See chapter 2 of Heikkila (2000) The Economics of Planning, CUPR Press, New Brunswick, for a textbook treatment of this basic diagram.
For these and other examples from Latin America we are grateful to Martim Smolka of the Lincoln Institute of Land Policy and to his colleagues Isabel Brain, Cynthia Goytia, Camila Maleronka, and Catalina Molinatti.

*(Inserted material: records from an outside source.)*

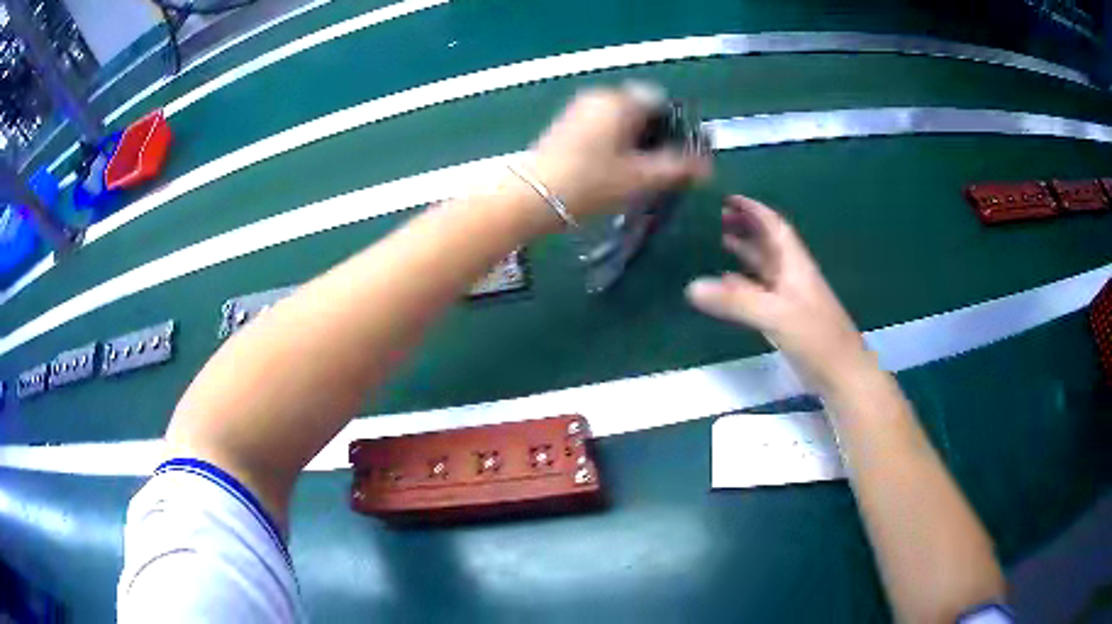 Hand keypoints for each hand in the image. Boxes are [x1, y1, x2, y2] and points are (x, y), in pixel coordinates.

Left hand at [526, 83, 710, 220]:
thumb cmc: (590, 184)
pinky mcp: (565, 125)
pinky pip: (602, 126)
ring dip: (635, 141)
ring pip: (621, 119)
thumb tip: (708, 167)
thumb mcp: (640, 178)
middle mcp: (599, 96)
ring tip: (637, 173)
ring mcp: (579, 109)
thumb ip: (678, 168)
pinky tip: (613, 170)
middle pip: (641, 109)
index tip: (679, 156)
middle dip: (656, 136)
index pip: (662, 103)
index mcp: (620, 101)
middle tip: (660, 168)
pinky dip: (615, 142)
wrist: (531, 198)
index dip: (677, 128)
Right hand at [685, 195, 869, 386]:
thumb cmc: (815, 337)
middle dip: (746, 226)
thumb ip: (735, 300)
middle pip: (768, 242)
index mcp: (794, 264)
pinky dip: (743, 283)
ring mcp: (790, 298)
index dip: (754, 210)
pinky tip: (728, 284)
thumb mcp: (775, 314)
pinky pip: (761, 291)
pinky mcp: (786, 319)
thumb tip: (691, 287)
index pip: (774, 227)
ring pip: (765, 266)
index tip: (730, 198)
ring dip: (745, 251)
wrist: (841, 373)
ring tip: (720, 239)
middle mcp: (792, 275)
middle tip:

For insights into land use regulations in the Philippines we are grateful to Alethea Abuyuan-Monge and Tony La Vina.
Because of the LES specification, any income spent by poor households in the informal sector on other goods is futile because \(l_{0} =\gamma _{l}\) ensures that household utility is zero.
Although we do not attempt to do so within the confines of this model, it is interesting to consider the case where land is owned not by absentee landlords, but instead by the wealthy households who will then be pulled in two directions at once.
Note that, aggregate demand for land in the formal sector by households residing in the informal sector is uniformly zero, as shown in the corresponding row of Table 1. Of course, these poor households in the informal sector do occupy the minimum subsistence quantity of land, \(\gamma _{l}\), but Table 1 reports only on the formal sector land allocations.
The 2000 annual poverty threshold income for a five-member household in Metro Manila is 78,390 Philippine Pesos (Ballesteros 2004: 6). This is equivalent to 1,797 US Dollars based on the exchange rate as of November 29, 2011. “Low-income households [in India] are defined as households with monthly incomes of Rs 7,000 (about \({\$}\)165) or less” (Asian Development Bank 2000: 9). That is to say the annual household income for the low-income household is \({\$}\)1,980. We determine the income level for the poor households in reference to these data.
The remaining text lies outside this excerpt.